Alfonso Lentini per «Storie dal giardino» di Francesca Ruth Brandes
![]() Storie dal giardino
|
|
autori: | Francesca Ruth Brandes |
formato: | Libro |
prezzo: | |
vai alla scheda » |
Francesca Ruth Brandes
Storie dal giardino (poesie)
Edizioni La Vita Felice, 2017
Se le cose non sono mai come sembrano, il giardino che Francesca Brandes disegna in questo libro nominandolo come terreno dal quale germogliano i suoi versi, non è certo parádeisos, come vorrebbe il tradizionale simbolismo legato a questo nome, non è cioè luogo di delizie, anzi non è neppure un “luogo” se con questa parola si intende uno spazio statico e circoscritto.
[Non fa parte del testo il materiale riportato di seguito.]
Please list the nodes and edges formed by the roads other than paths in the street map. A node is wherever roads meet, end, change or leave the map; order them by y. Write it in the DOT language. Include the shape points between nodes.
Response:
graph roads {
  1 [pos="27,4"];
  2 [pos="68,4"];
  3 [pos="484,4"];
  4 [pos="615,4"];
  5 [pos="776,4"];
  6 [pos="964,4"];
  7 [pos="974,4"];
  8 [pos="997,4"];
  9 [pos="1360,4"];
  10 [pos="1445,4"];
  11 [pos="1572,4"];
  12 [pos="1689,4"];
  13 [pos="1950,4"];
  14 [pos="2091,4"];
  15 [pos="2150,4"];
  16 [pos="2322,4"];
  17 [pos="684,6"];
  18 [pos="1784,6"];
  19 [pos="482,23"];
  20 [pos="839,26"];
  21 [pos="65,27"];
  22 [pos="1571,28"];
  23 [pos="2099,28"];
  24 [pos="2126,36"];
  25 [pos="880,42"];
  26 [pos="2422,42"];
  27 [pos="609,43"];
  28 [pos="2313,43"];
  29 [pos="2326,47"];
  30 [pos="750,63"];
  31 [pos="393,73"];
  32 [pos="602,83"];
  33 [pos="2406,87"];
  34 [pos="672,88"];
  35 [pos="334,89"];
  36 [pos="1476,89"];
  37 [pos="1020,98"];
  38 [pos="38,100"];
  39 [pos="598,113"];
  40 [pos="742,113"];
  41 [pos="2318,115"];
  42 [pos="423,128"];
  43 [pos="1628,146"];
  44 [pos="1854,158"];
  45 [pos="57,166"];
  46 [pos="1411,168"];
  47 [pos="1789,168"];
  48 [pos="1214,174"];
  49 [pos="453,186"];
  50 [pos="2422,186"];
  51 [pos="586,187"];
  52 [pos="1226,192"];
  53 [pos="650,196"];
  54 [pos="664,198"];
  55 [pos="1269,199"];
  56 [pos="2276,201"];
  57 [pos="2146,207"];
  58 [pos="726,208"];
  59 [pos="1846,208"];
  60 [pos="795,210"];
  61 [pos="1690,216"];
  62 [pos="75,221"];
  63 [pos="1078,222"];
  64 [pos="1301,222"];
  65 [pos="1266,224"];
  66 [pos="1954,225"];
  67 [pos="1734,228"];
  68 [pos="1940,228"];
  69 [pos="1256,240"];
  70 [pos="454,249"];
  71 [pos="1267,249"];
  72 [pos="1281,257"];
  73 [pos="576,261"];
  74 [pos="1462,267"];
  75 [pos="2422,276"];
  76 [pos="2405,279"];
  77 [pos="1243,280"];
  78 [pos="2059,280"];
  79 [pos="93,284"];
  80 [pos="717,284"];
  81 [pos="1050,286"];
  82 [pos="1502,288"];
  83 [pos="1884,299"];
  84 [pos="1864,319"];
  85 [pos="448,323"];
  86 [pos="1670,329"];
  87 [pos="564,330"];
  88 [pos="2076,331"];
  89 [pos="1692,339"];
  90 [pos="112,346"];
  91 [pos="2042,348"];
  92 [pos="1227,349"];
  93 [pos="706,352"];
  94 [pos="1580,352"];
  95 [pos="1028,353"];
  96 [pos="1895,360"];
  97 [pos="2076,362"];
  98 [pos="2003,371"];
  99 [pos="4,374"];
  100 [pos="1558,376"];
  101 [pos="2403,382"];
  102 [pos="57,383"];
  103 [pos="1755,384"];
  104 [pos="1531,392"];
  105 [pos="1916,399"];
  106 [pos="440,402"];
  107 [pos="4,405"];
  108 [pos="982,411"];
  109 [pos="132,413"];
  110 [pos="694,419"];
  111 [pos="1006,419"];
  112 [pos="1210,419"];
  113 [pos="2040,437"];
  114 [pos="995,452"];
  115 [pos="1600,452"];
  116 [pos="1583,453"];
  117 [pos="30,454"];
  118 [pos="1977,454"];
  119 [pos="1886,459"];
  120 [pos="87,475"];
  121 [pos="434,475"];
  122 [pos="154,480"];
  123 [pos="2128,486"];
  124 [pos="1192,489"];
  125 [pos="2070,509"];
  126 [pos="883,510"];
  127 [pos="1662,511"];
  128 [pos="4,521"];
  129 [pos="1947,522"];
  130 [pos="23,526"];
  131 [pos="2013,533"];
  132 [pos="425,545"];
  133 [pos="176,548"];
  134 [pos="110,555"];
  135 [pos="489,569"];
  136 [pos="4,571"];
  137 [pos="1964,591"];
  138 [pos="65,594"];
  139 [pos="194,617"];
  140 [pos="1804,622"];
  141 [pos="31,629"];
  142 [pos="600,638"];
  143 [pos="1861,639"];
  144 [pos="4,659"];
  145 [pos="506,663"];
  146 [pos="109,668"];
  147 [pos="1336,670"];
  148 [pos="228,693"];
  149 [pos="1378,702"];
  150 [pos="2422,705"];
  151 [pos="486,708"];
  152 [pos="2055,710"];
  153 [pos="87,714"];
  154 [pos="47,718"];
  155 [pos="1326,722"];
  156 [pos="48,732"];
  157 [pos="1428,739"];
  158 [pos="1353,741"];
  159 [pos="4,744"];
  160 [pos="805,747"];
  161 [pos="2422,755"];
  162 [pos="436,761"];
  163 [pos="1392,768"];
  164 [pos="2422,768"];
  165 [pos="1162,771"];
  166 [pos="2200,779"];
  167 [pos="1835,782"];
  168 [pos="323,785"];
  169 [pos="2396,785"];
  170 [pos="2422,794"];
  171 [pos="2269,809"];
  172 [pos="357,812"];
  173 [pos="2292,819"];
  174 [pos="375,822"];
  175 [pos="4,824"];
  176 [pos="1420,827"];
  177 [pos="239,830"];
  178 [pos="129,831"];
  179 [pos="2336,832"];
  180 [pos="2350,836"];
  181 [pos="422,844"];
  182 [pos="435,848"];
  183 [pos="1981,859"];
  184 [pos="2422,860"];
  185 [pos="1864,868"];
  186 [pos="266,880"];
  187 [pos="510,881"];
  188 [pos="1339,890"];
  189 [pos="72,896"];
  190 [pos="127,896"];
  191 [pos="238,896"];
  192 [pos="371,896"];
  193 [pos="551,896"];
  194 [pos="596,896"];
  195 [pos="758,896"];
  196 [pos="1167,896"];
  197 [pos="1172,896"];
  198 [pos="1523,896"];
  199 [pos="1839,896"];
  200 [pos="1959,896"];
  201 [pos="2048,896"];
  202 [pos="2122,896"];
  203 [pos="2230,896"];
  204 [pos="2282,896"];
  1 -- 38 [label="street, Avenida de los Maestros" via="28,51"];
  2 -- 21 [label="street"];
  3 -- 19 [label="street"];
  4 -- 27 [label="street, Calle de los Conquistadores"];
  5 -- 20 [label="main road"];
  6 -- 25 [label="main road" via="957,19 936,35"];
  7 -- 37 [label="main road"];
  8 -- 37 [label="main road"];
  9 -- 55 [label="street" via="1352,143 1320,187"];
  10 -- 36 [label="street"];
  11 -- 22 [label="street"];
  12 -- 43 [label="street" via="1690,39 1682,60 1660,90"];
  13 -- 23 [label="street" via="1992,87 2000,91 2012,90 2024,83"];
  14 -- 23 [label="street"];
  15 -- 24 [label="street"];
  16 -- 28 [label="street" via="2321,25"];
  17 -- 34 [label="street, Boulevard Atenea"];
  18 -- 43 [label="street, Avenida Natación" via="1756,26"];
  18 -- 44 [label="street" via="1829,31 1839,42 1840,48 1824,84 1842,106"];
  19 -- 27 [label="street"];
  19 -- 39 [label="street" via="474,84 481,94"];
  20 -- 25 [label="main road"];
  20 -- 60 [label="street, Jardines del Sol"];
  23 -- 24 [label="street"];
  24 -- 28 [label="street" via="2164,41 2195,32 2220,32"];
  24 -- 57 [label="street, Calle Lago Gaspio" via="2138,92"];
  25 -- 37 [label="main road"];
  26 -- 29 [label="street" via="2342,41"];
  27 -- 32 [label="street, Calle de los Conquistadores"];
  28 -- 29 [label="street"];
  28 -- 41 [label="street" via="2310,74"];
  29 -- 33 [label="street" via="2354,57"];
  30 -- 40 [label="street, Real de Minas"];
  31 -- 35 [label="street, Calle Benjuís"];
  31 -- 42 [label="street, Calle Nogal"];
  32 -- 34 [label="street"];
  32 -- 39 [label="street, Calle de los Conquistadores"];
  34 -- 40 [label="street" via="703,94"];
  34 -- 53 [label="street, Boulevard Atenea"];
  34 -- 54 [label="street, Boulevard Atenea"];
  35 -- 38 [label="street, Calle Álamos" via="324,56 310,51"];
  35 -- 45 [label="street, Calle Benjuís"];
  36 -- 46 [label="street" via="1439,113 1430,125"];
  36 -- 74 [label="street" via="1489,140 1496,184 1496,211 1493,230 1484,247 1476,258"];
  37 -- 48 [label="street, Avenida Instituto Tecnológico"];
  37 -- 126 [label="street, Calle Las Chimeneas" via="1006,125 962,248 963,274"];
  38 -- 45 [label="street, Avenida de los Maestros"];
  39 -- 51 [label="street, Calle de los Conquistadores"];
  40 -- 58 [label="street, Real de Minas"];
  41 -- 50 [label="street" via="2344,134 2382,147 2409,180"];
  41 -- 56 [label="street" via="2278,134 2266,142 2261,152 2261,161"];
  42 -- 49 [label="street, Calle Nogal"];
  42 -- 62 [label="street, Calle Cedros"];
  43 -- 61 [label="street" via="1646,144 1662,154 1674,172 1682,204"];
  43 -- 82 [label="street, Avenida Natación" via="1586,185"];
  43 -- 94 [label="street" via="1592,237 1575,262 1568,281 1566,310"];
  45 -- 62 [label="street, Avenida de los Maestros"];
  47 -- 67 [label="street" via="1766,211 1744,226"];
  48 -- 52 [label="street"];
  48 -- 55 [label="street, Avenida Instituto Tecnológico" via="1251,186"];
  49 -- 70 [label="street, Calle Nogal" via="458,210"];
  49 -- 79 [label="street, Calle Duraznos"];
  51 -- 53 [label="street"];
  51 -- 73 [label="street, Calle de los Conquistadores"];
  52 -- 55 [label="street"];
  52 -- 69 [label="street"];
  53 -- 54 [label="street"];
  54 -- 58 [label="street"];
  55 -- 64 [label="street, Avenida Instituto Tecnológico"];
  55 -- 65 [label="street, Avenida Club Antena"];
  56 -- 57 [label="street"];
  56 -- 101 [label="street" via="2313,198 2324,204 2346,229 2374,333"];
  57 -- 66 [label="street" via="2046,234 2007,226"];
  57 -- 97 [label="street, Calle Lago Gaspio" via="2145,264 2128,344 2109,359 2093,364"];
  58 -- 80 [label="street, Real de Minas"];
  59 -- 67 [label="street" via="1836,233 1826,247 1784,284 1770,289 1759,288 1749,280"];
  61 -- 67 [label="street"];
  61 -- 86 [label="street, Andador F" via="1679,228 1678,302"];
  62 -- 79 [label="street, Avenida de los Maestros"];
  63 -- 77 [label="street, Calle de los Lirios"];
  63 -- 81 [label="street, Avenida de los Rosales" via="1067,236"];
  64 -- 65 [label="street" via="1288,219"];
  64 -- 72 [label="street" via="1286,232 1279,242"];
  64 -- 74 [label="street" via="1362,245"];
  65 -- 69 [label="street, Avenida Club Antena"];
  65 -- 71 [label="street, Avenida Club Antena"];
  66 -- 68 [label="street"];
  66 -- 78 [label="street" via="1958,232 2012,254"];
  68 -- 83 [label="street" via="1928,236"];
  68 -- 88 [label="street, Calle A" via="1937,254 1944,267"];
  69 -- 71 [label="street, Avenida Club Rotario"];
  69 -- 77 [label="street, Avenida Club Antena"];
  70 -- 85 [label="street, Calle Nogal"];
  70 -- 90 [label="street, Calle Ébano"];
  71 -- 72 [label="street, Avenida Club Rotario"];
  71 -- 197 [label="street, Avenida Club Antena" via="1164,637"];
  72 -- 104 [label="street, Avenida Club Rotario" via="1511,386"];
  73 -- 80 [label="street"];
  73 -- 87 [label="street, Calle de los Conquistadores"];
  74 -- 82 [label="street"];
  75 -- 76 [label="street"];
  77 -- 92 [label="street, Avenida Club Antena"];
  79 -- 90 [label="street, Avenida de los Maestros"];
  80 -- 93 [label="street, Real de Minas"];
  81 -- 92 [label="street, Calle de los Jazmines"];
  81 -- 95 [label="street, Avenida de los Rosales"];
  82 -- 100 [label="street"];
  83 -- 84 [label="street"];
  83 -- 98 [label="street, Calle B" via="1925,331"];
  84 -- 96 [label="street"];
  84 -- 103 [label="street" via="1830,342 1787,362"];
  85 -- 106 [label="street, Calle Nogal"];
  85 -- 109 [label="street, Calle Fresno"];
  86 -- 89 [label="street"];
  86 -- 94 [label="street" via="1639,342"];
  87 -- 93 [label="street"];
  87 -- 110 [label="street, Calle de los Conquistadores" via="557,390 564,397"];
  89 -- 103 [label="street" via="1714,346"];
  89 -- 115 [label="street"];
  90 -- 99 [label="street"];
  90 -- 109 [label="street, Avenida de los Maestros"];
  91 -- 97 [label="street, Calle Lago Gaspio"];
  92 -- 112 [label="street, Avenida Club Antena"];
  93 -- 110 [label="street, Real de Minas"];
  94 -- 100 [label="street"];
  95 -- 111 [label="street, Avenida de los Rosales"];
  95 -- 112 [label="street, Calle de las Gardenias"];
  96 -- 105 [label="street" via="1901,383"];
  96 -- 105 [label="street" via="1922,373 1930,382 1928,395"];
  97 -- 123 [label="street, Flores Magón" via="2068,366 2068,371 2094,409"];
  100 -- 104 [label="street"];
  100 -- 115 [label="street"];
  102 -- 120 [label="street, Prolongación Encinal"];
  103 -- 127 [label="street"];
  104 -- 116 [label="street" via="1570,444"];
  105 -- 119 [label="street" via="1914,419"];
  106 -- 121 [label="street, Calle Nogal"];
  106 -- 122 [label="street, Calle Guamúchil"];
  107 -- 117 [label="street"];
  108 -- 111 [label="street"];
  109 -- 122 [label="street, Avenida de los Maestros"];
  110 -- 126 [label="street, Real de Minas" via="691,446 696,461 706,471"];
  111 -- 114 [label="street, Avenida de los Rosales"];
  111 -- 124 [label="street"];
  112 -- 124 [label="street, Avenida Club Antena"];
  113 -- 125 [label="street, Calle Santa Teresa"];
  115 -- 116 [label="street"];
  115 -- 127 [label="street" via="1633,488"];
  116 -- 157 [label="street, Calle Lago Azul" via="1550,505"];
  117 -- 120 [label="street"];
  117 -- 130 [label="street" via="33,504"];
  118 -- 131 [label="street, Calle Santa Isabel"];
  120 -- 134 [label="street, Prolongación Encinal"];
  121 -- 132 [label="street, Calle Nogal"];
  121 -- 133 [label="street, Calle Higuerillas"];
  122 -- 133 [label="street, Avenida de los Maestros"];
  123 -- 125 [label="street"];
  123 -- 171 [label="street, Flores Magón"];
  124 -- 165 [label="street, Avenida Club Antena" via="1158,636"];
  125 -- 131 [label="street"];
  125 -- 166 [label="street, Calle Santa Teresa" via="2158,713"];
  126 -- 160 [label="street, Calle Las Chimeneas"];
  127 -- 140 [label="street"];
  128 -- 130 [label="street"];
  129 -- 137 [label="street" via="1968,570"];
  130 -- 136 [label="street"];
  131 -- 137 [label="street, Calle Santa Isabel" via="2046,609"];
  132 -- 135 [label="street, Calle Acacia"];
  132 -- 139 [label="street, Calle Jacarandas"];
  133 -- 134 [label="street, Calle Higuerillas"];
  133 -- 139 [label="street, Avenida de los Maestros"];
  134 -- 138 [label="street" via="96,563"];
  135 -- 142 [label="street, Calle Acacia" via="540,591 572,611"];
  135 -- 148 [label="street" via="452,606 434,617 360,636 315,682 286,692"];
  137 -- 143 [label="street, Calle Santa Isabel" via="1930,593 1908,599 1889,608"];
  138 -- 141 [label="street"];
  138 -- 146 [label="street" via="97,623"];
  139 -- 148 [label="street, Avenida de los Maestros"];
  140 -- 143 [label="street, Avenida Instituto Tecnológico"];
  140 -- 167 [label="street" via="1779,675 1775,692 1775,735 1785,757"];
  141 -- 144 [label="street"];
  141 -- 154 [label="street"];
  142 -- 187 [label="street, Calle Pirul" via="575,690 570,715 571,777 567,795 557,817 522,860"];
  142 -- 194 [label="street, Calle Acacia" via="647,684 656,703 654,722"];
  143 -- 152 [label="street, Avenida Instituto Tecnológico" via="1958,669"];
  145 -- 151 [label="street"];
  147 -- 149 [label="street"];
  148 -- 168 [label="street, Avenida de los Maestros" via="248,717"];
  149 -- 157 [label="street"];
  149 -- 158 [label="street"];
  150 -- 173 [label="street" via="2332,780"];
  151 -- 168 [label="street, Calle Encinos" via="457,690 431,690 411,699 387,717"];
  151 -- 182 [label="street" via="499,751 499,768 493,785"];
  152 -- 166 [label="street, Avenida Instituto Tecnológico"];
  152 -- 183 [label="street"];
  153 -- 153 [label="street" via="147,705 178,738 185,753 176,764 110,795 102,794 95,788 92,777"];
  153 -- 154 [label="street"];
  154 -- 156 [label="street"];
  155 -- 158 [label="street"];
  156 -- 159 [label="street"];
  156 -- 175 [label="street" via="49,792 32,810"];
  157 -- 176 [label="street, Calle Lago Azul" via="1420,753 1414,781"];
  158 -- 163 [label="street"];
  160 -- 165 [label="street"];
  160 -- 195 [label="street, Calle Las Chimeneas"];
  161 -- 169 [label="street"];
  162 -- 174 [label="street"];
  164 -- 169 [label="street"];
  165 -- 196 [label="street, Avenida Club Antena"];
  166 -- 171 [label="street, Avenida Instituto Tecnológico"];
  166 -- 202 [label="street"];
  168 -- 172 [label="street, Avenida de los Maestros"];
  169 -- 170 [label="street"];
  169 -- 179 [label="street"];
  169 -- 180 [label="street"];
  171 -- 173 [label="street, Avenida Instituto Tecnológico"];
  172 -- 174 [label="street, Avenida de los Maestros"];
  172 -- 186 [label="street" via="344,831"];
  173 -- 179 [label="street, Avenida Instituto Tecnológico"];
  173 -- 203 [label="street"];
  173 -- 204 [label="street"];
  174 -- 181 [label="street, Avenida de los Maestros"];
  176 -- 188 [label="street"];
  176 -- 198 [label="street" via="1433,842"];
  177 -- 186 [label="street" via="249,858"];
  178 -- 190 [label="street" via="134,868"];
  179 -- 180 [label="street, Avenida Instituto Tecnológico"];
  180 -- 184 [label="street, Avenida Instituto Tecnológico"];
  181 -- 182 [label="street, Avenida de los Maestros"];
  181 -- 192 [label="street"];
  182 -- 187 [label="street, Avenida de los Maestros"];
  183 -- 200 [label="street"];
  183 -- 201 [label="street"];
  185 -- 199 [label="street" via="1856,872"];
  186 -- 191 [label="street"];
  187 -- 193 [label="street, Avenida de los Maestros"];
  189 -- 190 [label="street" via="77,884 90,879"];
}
Eppure è un giardino concreto e reale, “angolo di sorprese lagunari, un po’ nascosto dietro le facciate dei palazzi”; solo che è una zona mobile, una specie di tappeto volante sul quale prende posto “un brulichio di eventi” simile alle trame di un arazzo di Wanda Casaril, maestra della fiber art, alle quali in un certo senso i versi di Brandes si ispirano. In questo luogo instabile e di transito, fitto di filamenti e intrecci sotterranei, il poeta si fa specchio, stempera la sua voce in altre voci e cede la propria a una piccola folla di cose e persone.
Come già in altri libri – si veda in particolare “Canto a più grida” (Venezia, 2005) – la poesia di questa importante autrice ebrea veneziana prende la direzione della coralità polifonica e traccia in punta di matita storie in apparenza secondarie, vicende invisibili come quelle dei piccoli migranti che Brandes incontra e descrive con parole secche, quasi ungarettiane, libere dal “poetichese” di maniera, dunque assolutamente umane; parole talora tinte di allusioni bibliche, come la “folle” fiducia nelle anonime mani che vorrebbero salvare ad uno ad uno questi bambini dalle acque (mani che “mi affidano un Mosè / un Mosé dopo l’altro”) o velate di tinte fiabesche (“Ho avuto vita partorendo / fiore dell’allegria…”), ma sempre ancorate alla tensione del racconto (“Ti racconto una storia inevitabile”) e all’ansia della denuncia (“Ciò che turba / è il silenzio dei giusti…”).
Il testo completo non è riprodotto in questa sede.